Pertanggungan adalah perjanjian timbal balik antara penanggung dan penutup asuransi, dimana penanggung mengikatkan diri untuk mengganti kerugian dan/atau membayar sejumlah uang (santunan) yang ditetapkan pada penutup perjanjian, kepada penutup asuransi atau orang lain yang ditunjuk, pada waktu terjadinya evenement, sedangkan penutup asuransi mengikatkan diri untuk membayar uang premi
Dengan kondisi itu maka asuransi mengambil peran yang menjanjikan bagi para konsumen untuk menanggung segala resiko yang dapat terjadi pada tertanggung. Namun dalam perkembangannya, perusahaan asuransi melakukan hal-hal yang tidak diinginkan tertanggung.
II. LEGAL STANDING
Asuransi merupakan suatu bentuk usaha yang telah memiliki cikal bakal yang sudah sangat panjang, bahkan sebelum masehi. Pada zaman Yunani (356-323 BC), seorang pembantu Alexander yakni Antimenes melakukan tindakan sejenis asuransi, yakni ia mengumumkan kepada pemilik budak untuk mendaftarkan budak-budaknya dan membayar sejumlah uang padanya setiap tahun, dan menjanjikan kepada pendaftar untuk menangkap budak yang melarikan diri1. Dari hal itu, dunia asuransi kemudian berkembang dengan gilde di Inggris pada abad pertengahan, hingga Wetboek van Koophandel yang berlaku di Belanda pada tahun 1906[1], hingga akhirnya berlaku Undang-Undang Nomor 2 Tahun 1992 tentang usaha perasuransian di Indonesia.

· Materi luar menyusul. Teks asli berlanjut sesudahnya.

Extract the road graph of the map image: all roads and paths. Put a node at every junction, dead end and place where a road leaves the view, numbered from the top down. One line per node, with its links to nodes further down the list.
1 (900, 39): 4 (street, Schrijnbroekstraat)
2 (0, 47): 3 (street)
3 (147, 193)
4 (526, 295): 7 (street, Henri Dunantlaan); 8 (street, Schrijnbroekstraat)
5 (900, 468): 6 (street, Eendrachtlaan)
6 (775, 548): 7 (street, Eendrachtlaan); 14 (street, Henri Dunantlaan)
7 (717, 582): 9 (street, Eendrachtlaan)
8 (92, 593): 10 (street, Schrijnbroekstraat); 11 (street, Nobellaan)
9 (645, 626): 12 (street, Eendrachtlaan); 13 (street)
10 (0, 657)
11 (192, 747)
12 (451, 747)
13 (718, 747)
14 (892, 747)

Dalam perjanjian asuransi, terdapat dua buah pihak, yakni tertanggung dengan penanggung. Dengan perjanjian asuransi keduanya memiliki kewajibannya masing-masing dan haknya masing-masing. Pihak tertanggung harus membayar sejumlah uang tertentu berdasarkan perjanjian kepada pihak penanggung sebagai syarat bahwa pihak tertanggung akan bertanggung jawab jika terjadi evenemen yang yang mennimbulkan kerugian bagi tertanggung. Maka tertanggung berhak mengklaim ganti kerugian pada penanggung.
Namun, dalam perkembangannya pihak penanggung tidak selalu dapat membayar klaim ganti rugi yang diajukan oleh tertanggung yang mengalami evenemen. Hal ini menjadi sebuah masalah yang sering dijumpai pada nasabah-nasabah perusahaan asuransi sebagai pihak tertanggung. Dengan fenomena ini penulis ingin melihat apa yang menyebabkannya, dan apa langkah hukum yang dapat diambil oleh pihak tertanggung?
III. ANALISA
Asuransi telah lama hidup dalam sistem hukum di Indonesia, dimulai dari pemberlakuan Wetboek van Koophandel yang diberlakukan melalui asas konkordansi melalui Staatsblad No.23 Thun 1847, kemudian berkembang hingga adanya Undang-Undang Nomor 2 Tahun 1992 tentang usaha perasuransian. Selain itu juga hal-hal mengenai asuransi diatur lebih lanjut mengenai Peraturan Pemerintah juga dari Keputusan Menteri Keuangan yang berkaitan, seperti Keputusan Menteri Keuangan Nomor 422/KMK.06/2003 tentang Penyelenggaraan Usaha Perasuransian dan Perusahaan Reasuransi.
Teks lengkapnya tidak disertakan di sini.